Where do I go from here? I of course have bailed out of Badger 100, which was supposed to be my 2nd 100, and I had goals of going sub 24 hours. I instead will be volunteering and doing my best to bring my best to those out there. August 7th is the date to look to right now, which is when I can start weight bearing again. I was told to wait for 6 weeks before running is attempted. Six weeks is August 21st.

It will be touch and go from week 4 on in my honest opinion. I oftentimes forget I am really broken, and walk away without my crutches like a normal person. I’m babying and limping on purpose, even though I do not have to. I am trying to be super careful. I have upped my calcium and Vitamin D intake to normal daily recommended values at least just in case that was a cause. I do wonder after recovering for a few weeks when I can put in effort like as in stairclimbing and other activities to build endurance and muscle. I still have so many questions, many that cannot be answered. I am still talking to doctors about my leg swelling, and will know more the more flights I take, but part of me doesn’t want to cause it on purpose just to show the doctors how bad it is.

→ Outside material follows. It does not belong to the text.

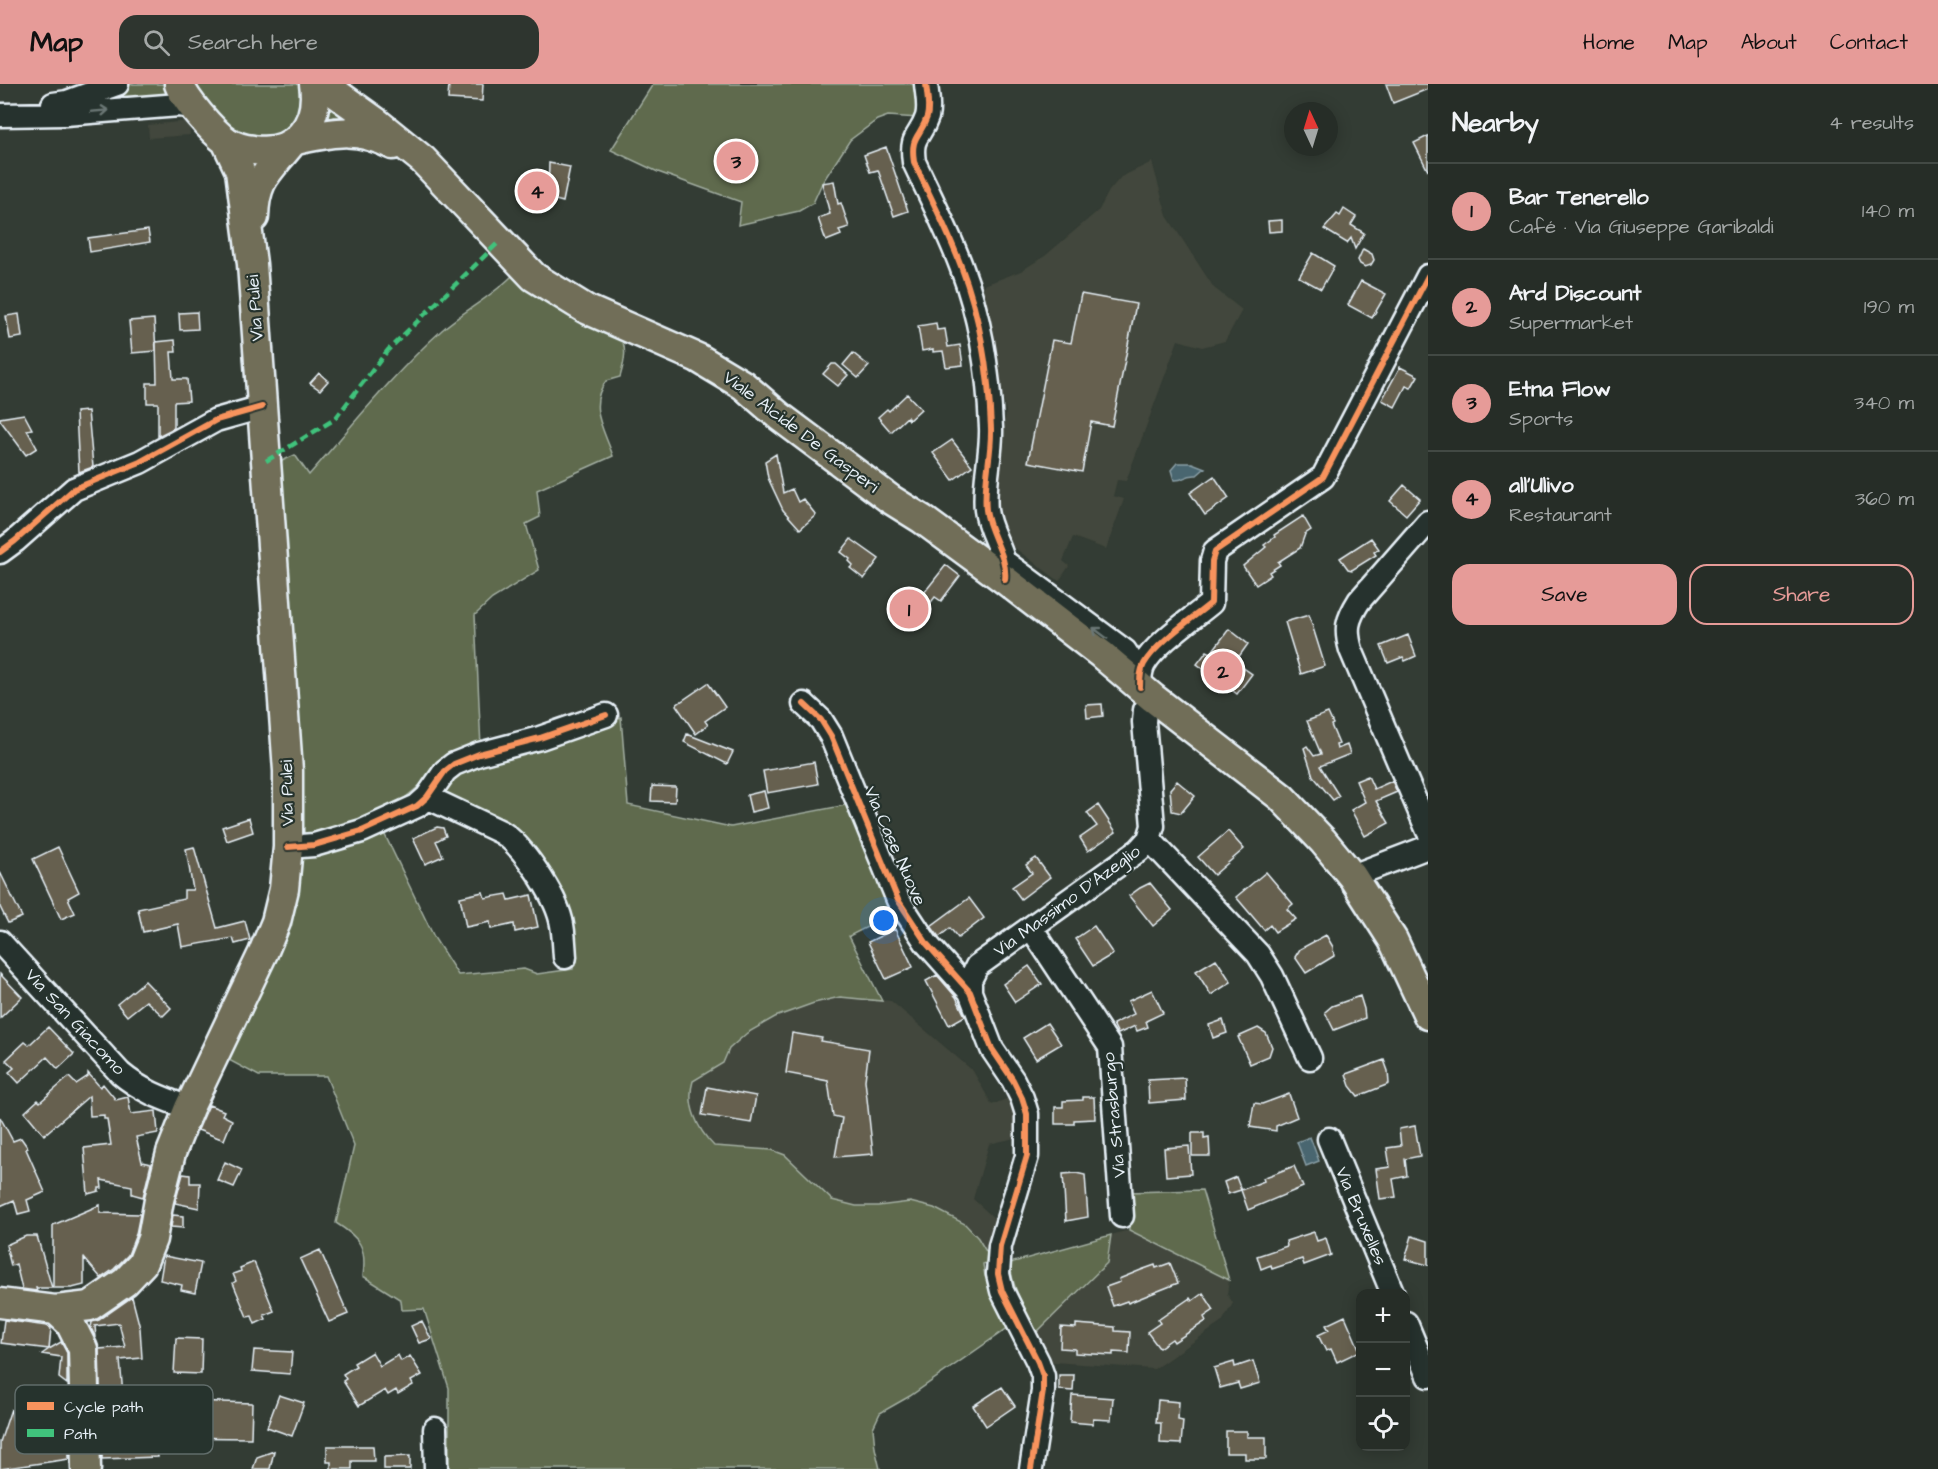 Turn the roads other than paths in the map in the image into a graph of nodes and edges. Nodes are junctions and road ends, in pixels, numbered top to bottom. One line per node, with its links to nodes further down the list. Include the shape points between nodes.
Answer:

Looking ahead, Cloudsplitter may be off the menu in any capacity, but I’m going to take it day by day, and build as strong of a body as I can with what I can do so I can jump back into training safely. If an ultra is off the table, then I have a few long distance triathlons that I can train for that happen in the winter (given they don’t sell out). I know I am hitting swimming hard, and can already do a half ironman swim under the time cut-off. Next step in recovery is biking, since it is not as weight bearing as running. Building these up and keeping my base cardio is important to me. Whether than ends in a triathlon, an ultra, or nothing at all and getting good enough to beast the Georgia Death Race for my birthday in March, I’m going to come back.